• **TASK INSTRUCTIONS**
Would you return each entry exactly as written, omitting any pictures?

[Stored entries]
********************
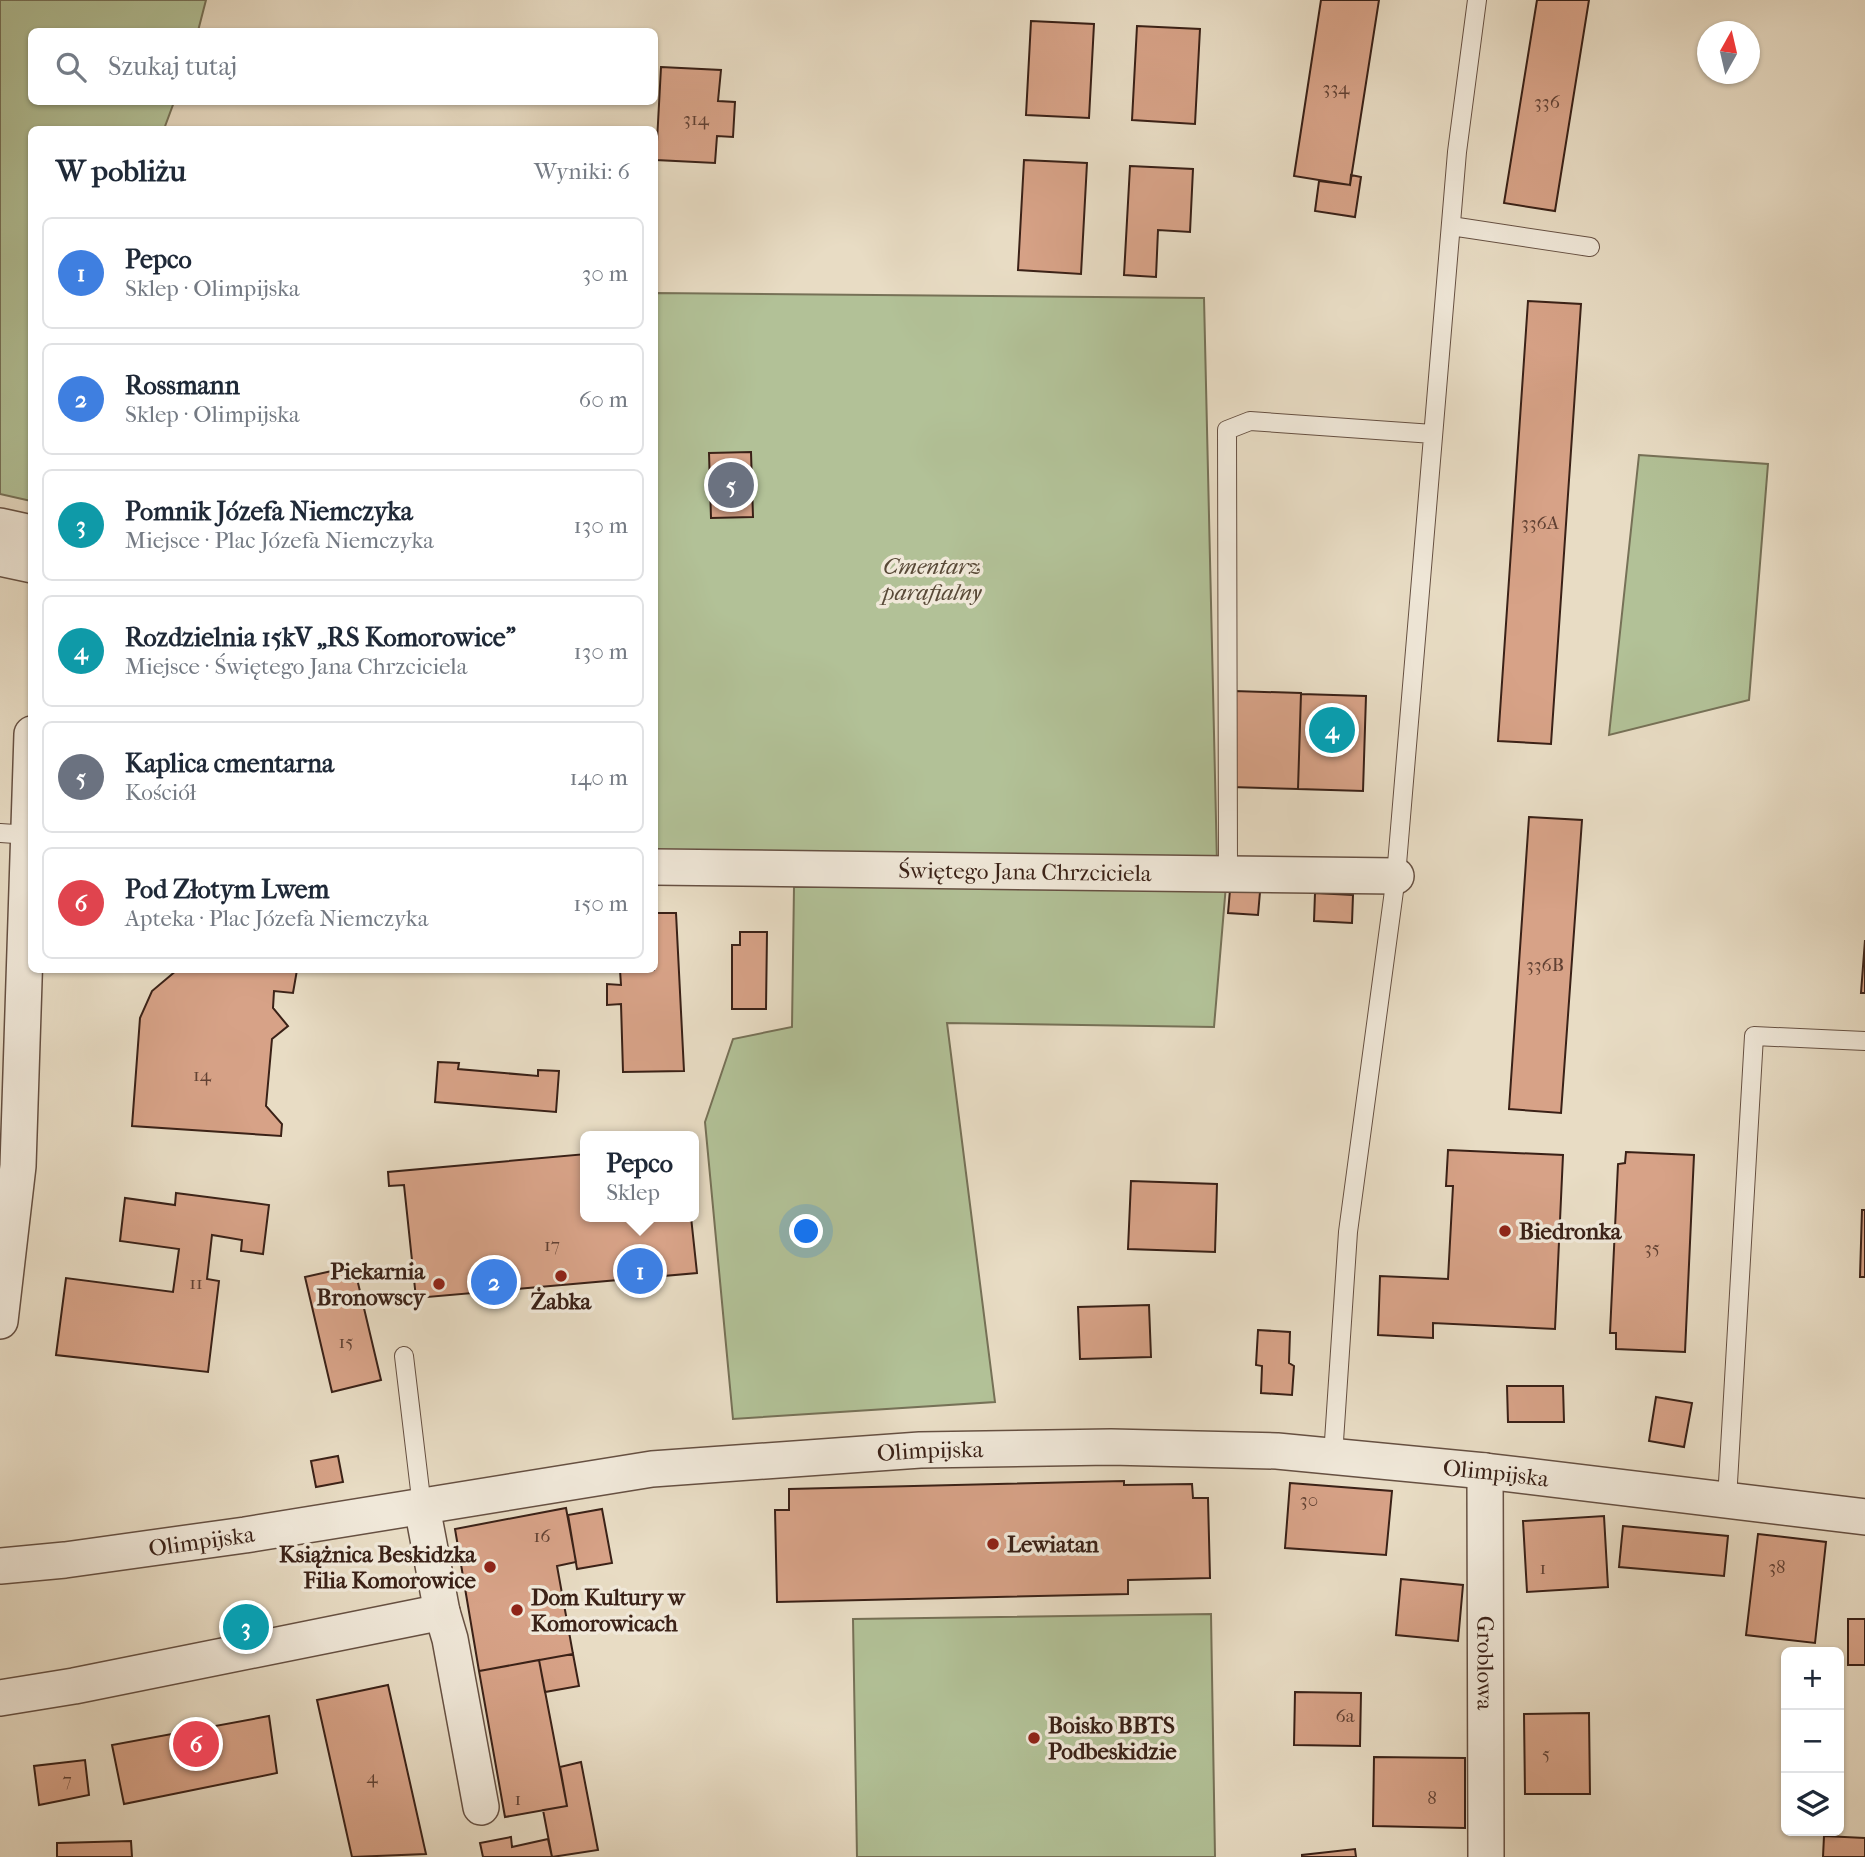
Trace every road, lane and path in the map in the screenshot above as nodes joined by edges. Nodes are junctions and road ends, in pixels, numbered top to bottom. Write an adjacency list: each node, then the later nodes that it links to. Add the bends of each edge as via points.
1 (1477, 0): 2 (lane)
2 (1451, 226): 3 (lane); 4 (lane)
3 (1590, 247)
4 (1433, 435): 12 (lane, via 1250,421 1227,430); 13 (lane)
5 (0, 526): 6 (street)
6 (28, 532)
7 (0, 558): 8 (street)
8 (28, 564)
9 (28, 779): 10 (street)
10 (22, 846): 15 (street)
11 (658, 867): 12 (street, Świętego Jana Chrzciciela)
12 (1228, 874): 13 (street, Świętego Jana Chrzciciela)
13 (1396, 876): 18 (lane, via 1348,1232)
14 (1865, 1041): 20 (lane, via 1754,1036)
15 (10, 1130): 16 (street, via 19,1166)
16 (0, 1321)
17 (404, 1356): 21 (lane)
18 (1333, 1456): 19 (street, Olimpijska); 21 (street, Olimpijska, via 1111,1447 880,1452 652,1469)
19 (1485, 1471): 20 (street, Olimpijska); 27 (street, Groblowa)
20 (1727, 1500): 22 (street, Olimpijska)
21 (422, 1507): 23 (street, Olimpijska); 24 (street)
22 (1865, 1517)
23 (0, 1566)
24 (442, 1612): 25 (street); 26 (street)
25 (0, 1698)
26 (481, 1807)
27 (1486, 1857)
********************
• **WRITTEN ANSWER**
Trace every road, lane and path in the map in the screenshot above as nodes joined by edges. Nodes are junctions and road ends, in pixels, numbered top to bottom. Write an adjacency list: each node, then the later nodes that it links to. Add the bends of each edge as via points.
1 (1477, 0): 2 (lane)
2 (1451, 226): 3 (lane); 4 (lane)
3 (1590, 247)
4 (1433, 435): 12 (lane, via 1250,421 1227,430); 13 (lane)
5 (0, 526): 6 (street)
6 (28, 532)
7 (0, 558): 8 (street)
8 (28, 564)
9 (28, 779): 10 (street)
10 (22, 846): 15 (street)
11 (658, 867): 12 (street, Świętego Jana Chrzciciela)
12 (1228, 874): 13 (street, Świętego Jana Chrzciciela)
13 (1396, 876): 18 (lane, via 1348,1232)
14 (1865, 1041): 20 (lane, via 1754,1036)
15 (10, 1130): 16 (street, via 19,1166)
16 (0, 1321)
17 (404, 1356): 21 (lane)
18 (1333, 1456): 19 (street, Olimpijska); 21 (street, Olimpijska, via 1111,1447 880,1452 652,1469)
19 (1485, 1471): 20 (street, Olimpijska); 27 (street, Groblowa)
20 (1727, 1500): 22 (street, Olimpijska)
21 (422, 1507): 23 (street, Olimpijska); 24 (street)
22 (1865, 1517)
23 (0, 1566)
24 (442, 1612): 25 (street); 26 (street)
25 (0, 1698)
26 (481, 1807)
27 (1486, 1857)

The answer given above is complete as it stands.